**WORK INSTRUCTION**
The job is to find each line in the entries holding the string "dead" and copy that line.

....

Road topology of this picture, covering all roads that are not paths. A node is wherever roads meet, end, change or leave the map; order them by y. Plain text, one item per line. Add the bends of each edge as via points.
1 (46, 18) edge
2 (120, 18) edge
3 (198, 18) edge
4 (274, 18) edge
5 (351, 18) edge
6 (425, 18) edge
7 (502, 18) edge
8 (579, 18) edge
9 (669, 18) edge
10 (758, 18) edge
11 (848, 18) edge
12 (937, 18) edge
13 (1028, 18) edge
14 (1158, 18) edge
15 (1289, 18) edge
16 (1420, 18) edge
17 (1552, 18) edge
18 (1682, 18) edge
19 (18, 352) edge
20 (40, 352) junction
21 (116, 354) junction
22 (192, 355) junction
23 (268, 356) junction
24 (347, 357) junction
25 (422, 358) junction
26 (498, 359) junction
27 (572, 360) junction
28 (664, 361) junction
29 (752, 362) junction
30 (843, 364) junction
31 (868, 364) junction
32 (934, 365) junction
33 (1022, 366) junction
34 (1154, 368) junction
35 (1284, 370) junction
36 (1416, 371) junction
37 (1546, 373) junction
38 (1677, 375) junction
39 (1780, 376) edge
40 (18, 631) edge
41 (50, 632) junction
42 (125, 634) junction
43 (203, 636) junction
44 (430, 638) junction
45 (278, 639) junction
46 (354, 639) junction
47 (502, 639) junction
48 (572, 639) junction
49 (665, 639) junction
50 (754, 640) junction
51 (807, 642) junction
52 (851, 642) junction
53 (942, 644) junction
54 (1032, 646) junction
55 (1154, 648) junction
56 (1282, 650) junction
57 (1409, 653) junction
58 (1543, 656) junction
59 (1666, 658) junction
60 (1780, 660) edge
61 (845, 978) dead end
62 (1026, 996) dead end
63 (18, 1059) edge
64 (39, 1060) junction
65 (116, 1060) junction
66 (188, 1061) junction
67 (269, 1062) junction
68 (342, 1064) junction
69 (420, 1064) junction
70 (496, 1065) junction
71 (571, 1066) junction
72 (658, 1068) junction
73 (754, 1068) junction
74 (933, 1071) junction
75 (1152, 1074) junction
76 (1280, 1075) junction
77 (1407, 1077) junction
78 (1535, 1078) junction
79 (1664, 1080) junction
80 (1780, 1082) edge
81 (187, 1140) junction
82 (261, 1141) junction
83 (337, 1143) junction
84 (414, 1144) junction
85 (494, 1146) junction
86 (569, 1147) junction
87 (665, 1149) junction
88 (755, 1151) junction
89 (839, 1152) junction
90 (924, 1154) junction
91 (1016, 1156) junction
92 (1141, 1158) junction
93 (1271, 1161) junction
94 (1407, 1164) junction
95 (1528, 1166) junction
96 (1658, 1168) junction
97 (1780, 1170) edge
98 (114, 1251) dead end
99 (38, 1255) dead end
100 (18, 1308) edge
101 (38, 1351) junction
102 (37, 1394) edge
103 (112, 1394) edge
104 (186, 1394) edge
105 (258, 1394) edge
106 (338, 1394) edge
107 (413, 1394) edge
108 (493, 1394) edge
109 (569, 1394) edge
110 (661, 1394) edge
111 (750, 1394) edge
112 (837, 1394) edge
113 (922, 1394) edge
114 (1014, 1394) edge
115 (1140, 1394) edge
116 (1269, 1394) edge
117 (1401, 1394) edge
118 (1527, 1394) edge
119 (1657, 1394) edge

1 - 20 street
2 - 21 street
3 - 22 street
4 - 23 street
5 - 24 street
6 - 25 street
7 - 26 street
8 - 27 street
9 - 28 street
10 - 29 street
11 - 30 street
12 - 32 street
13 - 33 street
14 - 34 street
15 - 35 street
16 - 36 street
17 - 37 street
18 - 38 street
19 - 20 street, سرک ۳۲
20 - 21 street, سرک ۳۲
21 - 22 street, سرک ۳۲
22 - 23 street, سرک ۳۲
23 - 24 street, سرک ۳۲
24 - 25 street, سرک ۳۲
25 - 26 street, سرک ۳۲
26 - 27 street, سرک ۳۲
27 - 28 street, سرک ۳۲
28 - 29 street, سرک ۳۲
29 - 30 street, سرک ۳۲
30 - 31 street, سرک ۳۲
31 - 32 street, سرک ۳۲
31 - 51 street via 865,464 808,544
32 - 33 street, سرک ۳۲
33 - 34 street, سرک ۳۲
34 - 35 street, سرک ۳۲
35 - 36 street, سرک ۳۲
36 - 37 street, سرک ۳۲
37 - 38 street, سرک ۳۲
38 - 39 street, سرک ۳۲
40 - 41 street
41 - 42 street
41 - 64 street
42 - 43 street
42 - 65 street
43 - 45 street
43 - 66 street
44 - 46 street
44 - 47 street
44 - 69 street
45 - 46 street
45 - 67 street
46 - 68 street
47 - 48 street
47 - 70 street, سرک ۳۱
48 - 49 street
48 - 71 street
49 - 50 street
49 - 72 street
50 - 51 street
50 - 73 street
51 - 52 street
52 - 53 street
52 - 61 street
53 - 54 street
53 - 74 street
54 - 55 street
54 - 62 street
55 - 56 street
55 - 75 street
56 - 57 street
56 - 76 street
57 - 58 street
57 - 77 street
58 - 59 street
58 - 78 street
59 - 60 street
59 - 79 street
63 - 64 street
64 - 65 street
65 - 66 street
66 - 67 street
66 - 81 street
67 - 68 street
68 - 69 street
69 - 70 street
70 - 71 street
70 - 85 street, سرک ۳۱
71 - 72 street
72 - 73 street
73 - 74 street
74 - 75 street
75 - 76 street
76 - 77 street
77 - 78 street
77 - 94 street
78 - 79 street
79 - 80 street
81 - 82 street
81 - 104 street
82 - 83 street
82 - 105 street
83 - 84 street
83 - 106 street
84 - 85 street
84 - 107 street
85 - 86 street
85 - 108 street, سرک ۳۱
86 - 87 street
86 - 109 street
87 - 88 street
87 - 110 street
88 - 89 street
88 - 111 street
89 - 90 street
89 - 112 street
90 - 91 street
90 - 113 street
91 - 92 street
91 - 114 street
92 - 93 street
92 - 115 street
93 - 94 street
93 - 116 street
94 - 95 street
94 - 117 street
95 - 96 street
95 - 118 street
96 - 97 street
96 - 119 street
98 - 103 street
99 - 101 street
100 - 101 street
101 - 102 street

....

**COMPLETED TASK**
61 (845, 978) dead end
62 (1026, 996) dead end
98 (114, 1251) dead end
99 (38, 1255) dead end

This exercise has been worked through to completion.